# Bobbers-Whats best



## Guest (Dec 22, 2003)

I was wondering what type of bobbers you prefer for pan fish. I have had the best luck with a spring bobber. When the bite is really soft I can see the action on the spring. Is there a better bobber? Thanks and see you on the ice!!
Buzz


----------



## jpollman (Jan 14, 2001)

I'm going to pick up one of those spring bobber poles this year. But when I'm going for Crappie, I like to use the little blacka and yellow foam slip bobbers. They work great. Just tie one of those bobber stops on to the line and slide it back and forth to set the depth you want to fish. The stop will reel right up on to the spool and stay in the same place. After you take off the fish, just peel the line back off and you're back at the same depth.


----------



## TrailFndr (Feb 12, 2002)

I like to use the spring bobbers attached to the end of the rod, However, I will still use a bobber stop, ( The string type) to MARK the depth that I want so I can return to it repeatedly., I also use the Fishfinder for that same purpose...


----------



## William H Bonney (Jan 14, 2003)

Spring bobbers are the ONLY way to go,, especially for crappies. Ya gotta get the GOOD ones though,, Stopper Lures makes a pretty good one. Ya need the "thin" wire bobbers with the loop in the end, attach it to the end of your pole with some sewing thread and then put a coat of nail polish on it, then bend the wire off on an angle. As far as depth goes,,, I never worry about that,, when I buy a reel,, the FIRST thing I look for is the "line catch tab", I won't buy another reel that doesn't have that.. Once you get your depth,,,, just snap your line under the tab and away you go.


----------



## Wishn I was fishn (Mar 4, 2001)

With the line catch what do you if you hook a goodsized fish that wants to take some line out? Wont the line break. I dont typicaly use a bobber of any sort when ice fishing. I prefer using ultra lite rod for the feel.


----------



## William H Bonney (Jan 14, 2003)

I'm sure that's happened to me in the past, I just can't recall off hand,,, I know that I've opened the bail and just "unhooked" it real quick when I've had a big fish on. If I'm fishing real shallow, I won't use it,,, but anything over 10 feet I will. I don't keep anything but perch and gills, so it really doesn't matter if a big pike or bass breaks me off. 
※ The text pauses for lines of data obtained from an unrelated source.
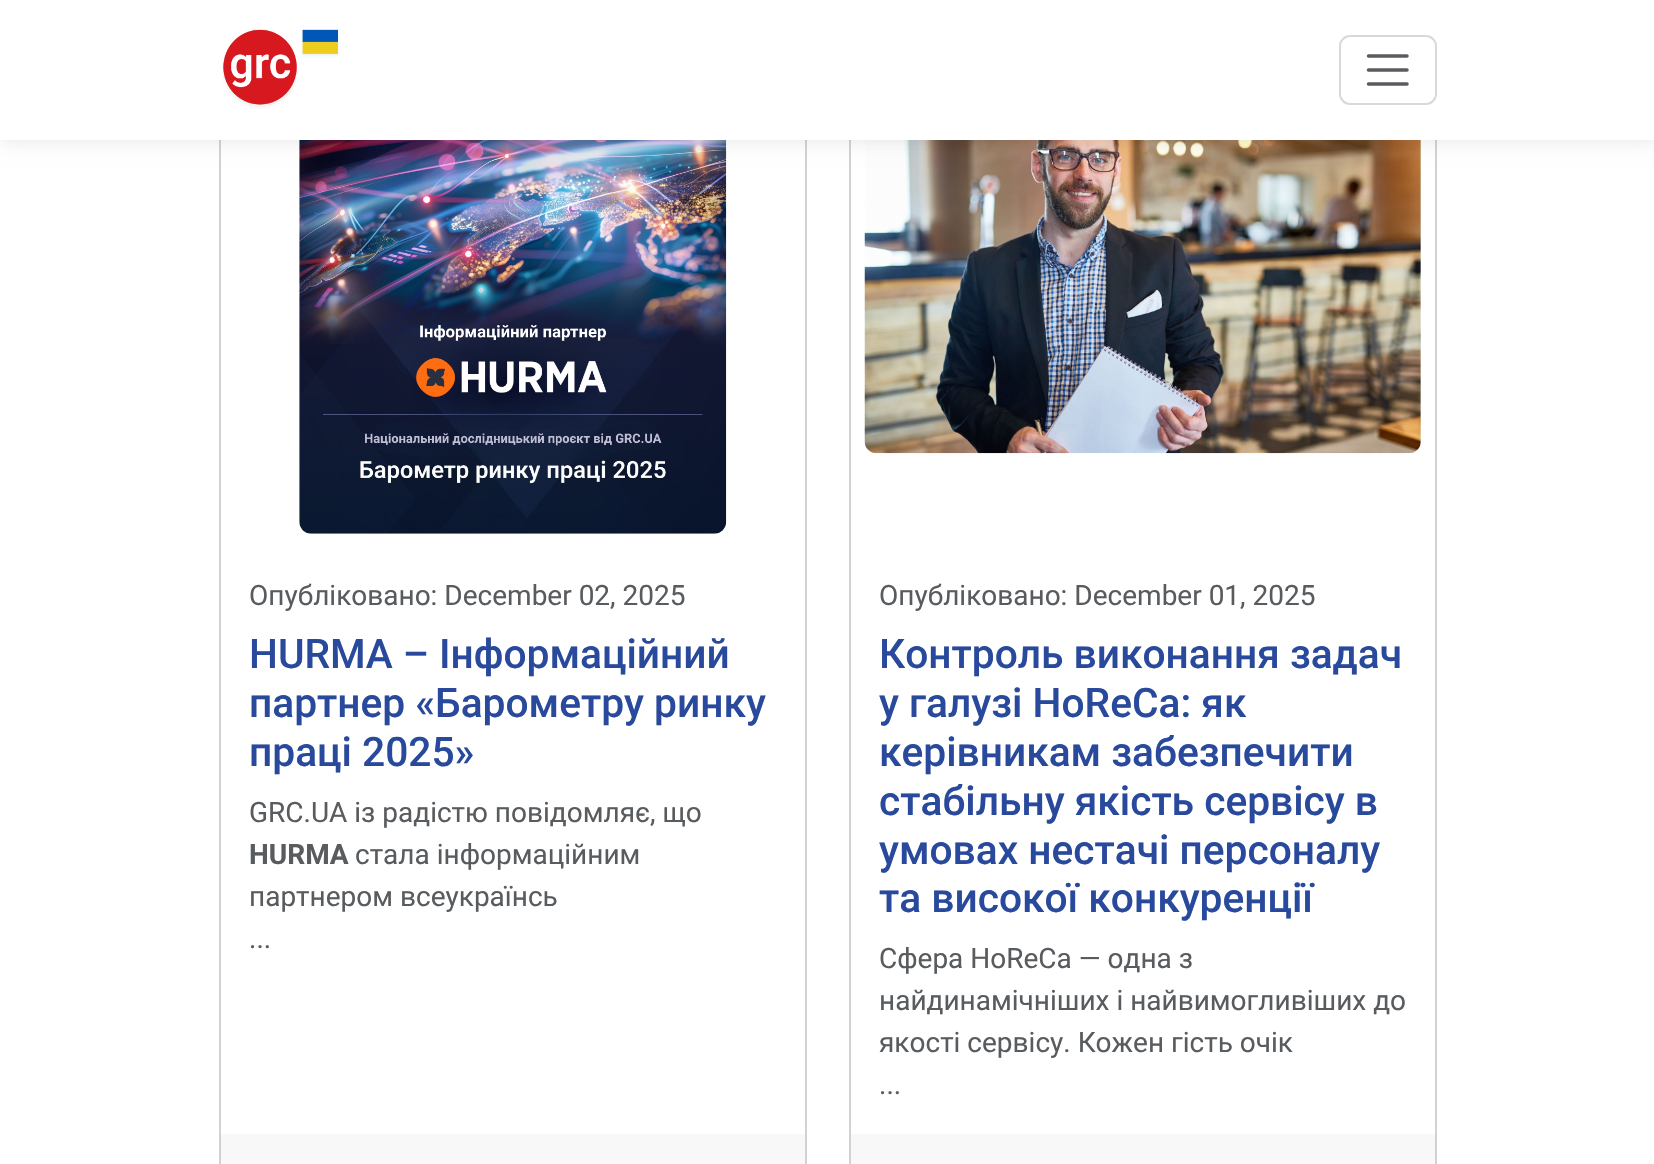 #include "include/core/SkBlurTypes.h"
#include "include/core/SkCanvas.h"
#include "include/core/SkData.h"
#include "include/core/SkFont.h"
#include "include/core/SkFontMgr.h"
#include "include/core/SkImage.h"
#include "include/core/SkMaskFilter.h"
#include "include/core/SkPaint.h"
#include "include/core/SkPathBuilder.h"
#include "include/core/SkTextBlob.h"
#include "include/effects/SkDashPathEffect.h"
#include "include/effects/SkGradientShader.h"
#include "include/utils/SkParsePath.h"

extern sk_sp<SkFontMgr> fontMgr;

static SkFont font(const char* family, int weight, float size, bool italic = false) {
    SkFontStyle style(weight, SkFontStyle::kNormal_Width,
        italic ? SkFontStyle::kItalic_Slant : SkFontStyle::kUpright_Slant);
    SkFont result(fontMgr->matchFamilyStyle(family, style), size);
    result.setSubpixel(true);
    return result;
}

static void drawLabel(SkCanvas* canvas, const char* s, float x, float y, const SkFont& font, SkColor color) {
    SkPaint ink(SkColor4f::FromColor(color));
    ink.setAntiAlias(true);
    canvas->drawString(s, x, y, font, ink);
}

static void fillRect(SkCanvas* canvas, float x, float y, float w, float h, SkColor color) {
    SkPaint ink(SkColor4f::FromColor(color));
    ink.setAntiAlias(true);
    canvas->drawRect(SkRect::MakeXYWH(x, y, w, h), ink);
}

static void drawPhoto(SkCanvas* canvas, const char* path, float x, float y, float w, float h) {
    auto image = SkImages::DeferredFromEncodedData(SkData::MakeFromFileName(path));
    canvas->drawImageRect(image, SkRect::MakeXYWH(x, y, w, h), SkSamplingOptions());
}

static SkPath parsePath(const char* data, bool evenOdd = false) {
    SkPath result = *SkParsePath::FromSVGString(data);
    if (evenOdd) result.setFillType(SkPathFillType::kEvenOdd);
    return result;
}

void draw(SkCanvas* canvas) {
    SkPaint paint;
    paint.setAntiAlias(true);
    canvas->clear(0xFFFFFFFF);
    paint.setStroke(true);
    paint.setStrokeWidth(2);
    paint.setColor(0xFFD2D2D2);
    canvas->drawRect(SkRect::MakeXYWH(220, -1, 586, 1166), paint);
    drawPhoto(canvas, "assets/img2.png", 299, 140, 428, 394);
    canvas->drawRect(SkRect::MakeXYWH(850, -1, 586, 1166), paint);
    drawPhoto(canvas, "assets/img3.png", 864, 140, 557, 314);
    paint.setStroke(false);
    paint.setColor(0x1A000000);
    paint.setMaskFilter(SkMaskFilter::MakeBlur(kNormal_SkBlurStyle, 9));
    canvas->drawRect(SkRect::MakeXYWH(0, 0, 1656, 140), paint);
    paint.setMaskFilter(nullptr);
    fillRect(canvas, 0, 0, 1654, 140, 0xFFFFFFFF);
    drawPhoto(canvas, "assets/img1.png", 222, 29, 117, 80);
    paint.setStroke(true);
    paint.setColor(0xFFD9D9D9);
    canvas->drawRoundRect(SkRect::MakeXYWH(1340, 36, 96, 68), 10, 10, paint);
    paint.setStrokeWidth(3.5f);
    paint.setStrokeCap(SkPaint::kRound_Cap);
    paint.setColor(0xFF595C5F);
    canvas->drawPath(parsePath("M1368.5 56H1407M1368.5 70H1407M1368.5 84H1407"), paint);
    SkFont font1 = font("Roboto", 400, 28);
    drawLabel(canvas, "Опубліковано: December 02, 2025", 249, 605, font1, 0xFF595C5F);
    SkFont font2 = font("Roboto", 500, 40.7f);
    drawLabel(canvas, "HURMA – Інформаційний", 249, 668, font2, 0xFF294A9C);
    drawLabel(canvas, "партнер «Барометру ринку", 249, 717, font2, 0xFF294A9C);
    drawLabel(canvas, "праці 2025»", 249, 766, font2, 0xFF294A9C);
    drawLabel(canvas, "GRC.UA із радістю повідомляє, що", 249, 822, font1, 0xFF595C5F);
    SkFont font3 = font("Roboto", 700, 28);
    drawLabel(canvas, "HURMA", 249, 864, font3, 0xFF595C5F);
    drawLabel(canvas, "стала інформаційним", 355, 864, font1, 0xFF595C5F);
    drawLabel(canvas, "партнером всеукраїнсь", 249, 906, font1, 0xFF595C5F);
    drawLabel(canvas, "...", 249, 948, font1, 0xFF595C5F);
    fillRect(canvas, 221, 1134, 584, 30, 0xFFF8F8F9);
    drawLabel(canvas, "Опубліковано: December 01, 2025", 879, 605, font1, 0xFF595C5F);
    drawLabel(canvas, "Контроль виконання задач", 879, 668, font2, 0xFF294A9C);
    drawLabel(canvas, "у галузі HoReCa: як", 879, 717, font2, 0xFF294A9C);
    drawLabel(canvas, "керівникам забезпечити", 879, 766, font2, 0xFF294A9C);
    drawLabel(canvas, "стабільну якість сервісу в", 879, 815, font2, 0xFF294A9C);
    drawLabel(canvas, "умовах нестачі персоналу", 879, 864, font2, 0xFF294A9C);
    drawLabel(canvas, "та високої конкуренції", 879, 912, font2, 0xFF294A9C);
    drawLabel(canvas, "Сфера HoReCa — одна з", 879, 968, font1, 0xFF595C5F);
    drawLabel(canvas, "найдинамічніших і найвимогливіших до", 879, 1010, font1, 0xFF595C5F);
    drawLabel(canvas, "якості сервісу. Кожен гість очік", 879, 1052, font1, 0xFF595C5F);
    drawLabel(canvas, "...", 879, 1094, font1, 0xFF595C5F);
    fillRect(canvas, 851, 1134, 584, 30, 0xFFF8F8F9);
}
NOW,,, with all that said,,,, if I get a 16 or 17 inch perch up to the hole and he makes a run and breaks me off, cause of my "line catch",,,,, I"m gonna be PISSED!!!!!!!


----------



## Wishn I was fishn (Mar 4, 2001)

Theres one out there that size running around somewhere. Be ready


----------



## Guest (Dec 23, 2003)

Ok-sounds like the spring bobber works for alot of you guys. I wasn't sure if there was something better. I like the bobber stop idea, but wouldn't it get snagged in the spring bobber? I like bobber stops for the deep water.Thanks for your input.Buzz


----------



## MSUICEMAN (Jan 9, 2002)

spring bobber in shallow water, but anything more than about 8-9', i use a thill ice and fly slip bobber rigged. with a tiny (size 18) treble and one split shot for crappies. seems to have worked the best for me.

steve


----------



## plugger (Aug 8, 2001)

When using a bobber stop with a spring bobber I set the stop so its just on the spool when I am at the right depth, the stop will let you get back to the depth and not get caught in the eyes ro the reel.


----------



## jigworm (Jan 10, 2003)

Don't use them any more. Just tight line.


----------



## Connor4501 (Dec 15, 2003)

I'm with Jigworm. With those flimsy noodle rods I use, I don't have a need for a bobber unless its real windy. And even then, a bb split to weigh the line down a little bit and take care of the wind blowing the line everywhere. I spend 95% of my time jigging and a lot of the bites come when you are actually jigging the bait. Noodle rods are just a long version of a spring bobber. They detect everything.


----------



## mkroulik (Jan 14, 2003)

I use a thill bobber. I personally would use nothing else when crappie fishing. I make sure it is perfectly matched to the wieght of my lure to that it barely floats. Then if the bobber lifts up, or won't stand up, I know that a crappie has hit it from below. You'd be surprised how often they do that. I think you'll miss most of those bites with other methods.


----------



## SpareTime (Feb 2, 2003)

I don't mess with bobbers - I use the really super thin poles with the cheap little reels that I can lock in position at the depth I need, then I just pull the line up hand over hand take the fish off and drop the line back in the hole right back to the exact spot it was before. With the thin poles you can see a little mousie movin'.......well, almost anyway.


----------



## Mike (Nov 26, 2000)

No bobber for me either. I prefer ice rods with light tips so I can watch the rod. Most of the time though, I see the bite on the flasher. 

Mike


----------



## niner93 (Mar 18, 2003)

I have always used spring bobbers. When I'm fishing I just put one bb size shot about 12" above my tear drop. All I have to do to find the depth is drop it down till there is no tension on the sping then make one turn of the reel and my tear drop is about 2" off of the bottom. Doing this I can switch from hole to hole and know that i'm at the depth I want. 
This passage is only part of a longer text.